# Data provided:
------------------------------------
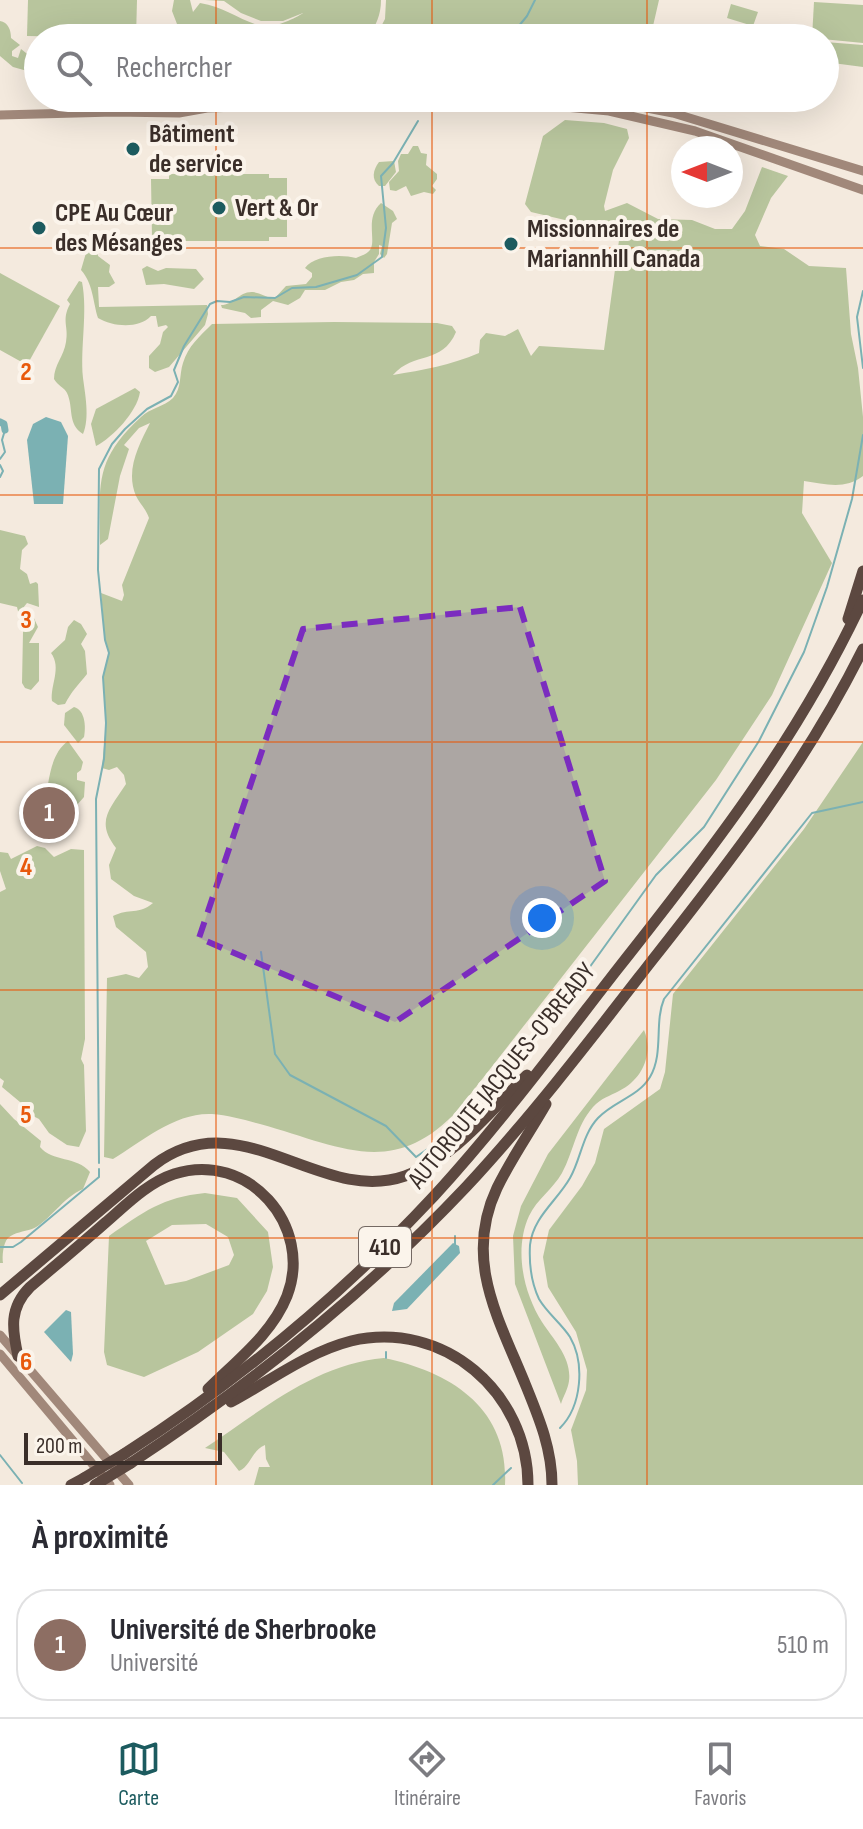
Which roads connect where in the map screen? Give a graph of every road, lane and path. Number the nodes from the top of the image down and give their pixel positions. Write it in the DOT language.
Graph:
graph roads {
  1 [pos="114,112"];
  2 [pos="114,112"];
  3 [pos="185,112"];
  4 [pos="613,112"];
  5 [pos="668,112"];
  6 [pos="0,115"];
  7 [pos="863,171"];
  8 [pos="863,190"];
  9 [pos="863,571"];
  10 [pos="863,600"];
  11 [pos="863,649"];
  12 [pos="837,654"];
  13 [pos="559,1044"];
  14 [pos="562,1075"];
  15 [pos="0,1295"];
  16 [pos="0,1335"];
  17 [pos="0,1354"];
  18 [pos="18,1356"];
  19 [pos="184,1421"];
  20 [pos="89,1481"];
  21 [pos="71,1485"];
  22 [pos="110,1485"];
  23 [pos="129,1485"];
  24 [pos="528,1485"];
  25 [pos="552,1485"];
  1 -- 3 [label="main road"];
  2 -- 6 [label="main road"];
  4 -- 8 [label="main road"];
  5 -- 7 [label="main road"];
  9 -- 12 [label="highway"];
  10 -- 12 [label="highway, AUTOROUTE JACQUES-O'BREADY / 410"];
  11 -- 14 [label="highway, AUTOROUTE JACQUES-O'BREADY / 410"];
  12 -- 13 [label="highway, AUTOROUTE JACQUES-O'BREADY / 410"];
  13 -- 15 [label="highway"];
  13 -- 19 [label="highway, AUTOROUTE JACQUES-O'BREADY / 410"];
  14 -- 19 [label="highway, AUTOROUTE JACQUES-O'BREADY / 410"];
  14 -- 25 [label="highway"];
  16 -- 18 [label="main road"];
  17 -- 22 [label="main road"];
  18 -- 19 [label="highway"];
  18 -- 23 [label="main road"];
  19 -- 20 [label="highway, AUTOROUTE JACQUES-O'BREADY, bridge"];
  19 -- 24 [label="highway"];
  20 -- 21 [label="highway, AUTOROUTE JACQUES-O'BREADY"];
}
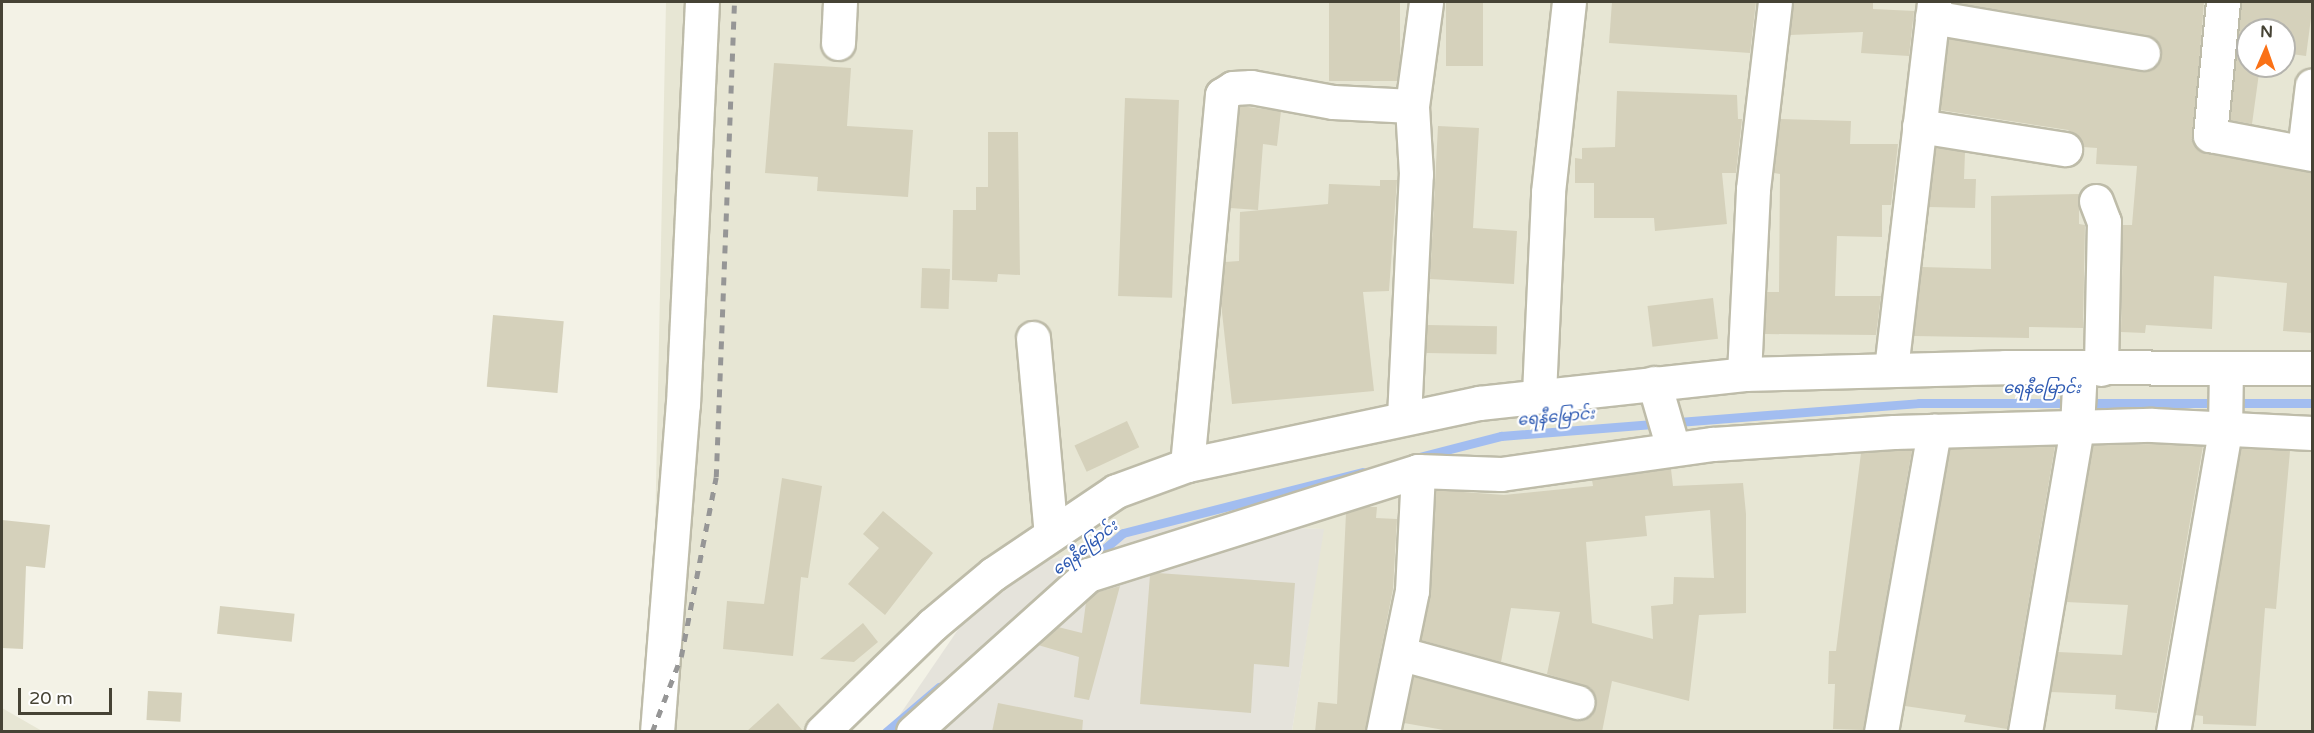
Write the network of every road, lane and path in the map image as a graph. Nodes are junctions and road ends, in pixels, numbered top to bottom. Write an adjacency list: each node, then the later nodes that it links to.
1 (702, 2): 35 (street)
2 (840, 2): 8 (street)
3 (1426, 2): 11 (street)
4 (1569, 2): 23 (street)
5 (1775, 2): 20 (street)
6 (2223, 2): 14 (street)
7 (1933, 9): 9 (street); 12 (street)
8 (838, 42)
9 (2143, 53)
10 (2313, 85): 14 (street)
11 (1412, 106): 24 (street); 30 (street)
12 (1919, 126): 13 (street); 18 (street)
13 (2064, 149)
14 (2308, 153)
15 (2096, 201): 19 (street)
16 (1033, 338): 32 (street)
17 (2313, 368): 21 (street)
18 (1891, 369): 19 (street); 20 (street)
19 (2087, 370): 21 (street); 25 (street)
20 (1744, 374): 22 (street)
21 (2226, 374): 26 (street)
22 (1656, 388): 23 (street); 29 (street)
23 (1539, 394): 24 (street)
24 (1404, 417): 30 (street)
25 (2077, 423): 26 (street); 27 (street); 40 (street)
26 (2224, 426): 28 (street); 41 (street)
27 (1934, 431): 29 (street); 39 (street)
28 (2313, 433)
29 (1672, 444): 31 (street)
30 (1187, 465): 32 (street)
31 (1418, 471): 33 (street); 37 (street)
32 (1051, 534): 36 (street)
33 (1402, 654): 34 (street); 38 (street)
34 (1578, 702)
35 (657, 732)
36 (822, 732)
37 (913, 732)
38 (1383, 732)
39 (1881, 732)
40 (2025, 732)
41 (2173, 732)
------------------------------------
# Work required:
Using the material above, copy every line in which the string "BREADY" occurs.

# Response:
  10 -- 12 [label="highway, AUTOROUTE JACQUES-O'BREADY / 410"];
  11 -- 14 [label="highway, AUTOROUTE JACQUES-O'BREADY / 410"];
  12 -- 13 [label="highway, AUTOROUTE JACQUES-O'BREADY / 410"];
  13 -- 19 [label="highway, AUTOROUTE JACQUES-O'BREADY / 410"];
  14 -- 19 [label="highway, AUTOROUTE JACQUES-O'BREADY / 410"];
  19 -- 20 [label="highway, AUTOROUTE JACQUES-O'BREADY, bridge"];
  20 -- 21 [label="highway, AUTOROUTE JACQUES-O'BREADY"];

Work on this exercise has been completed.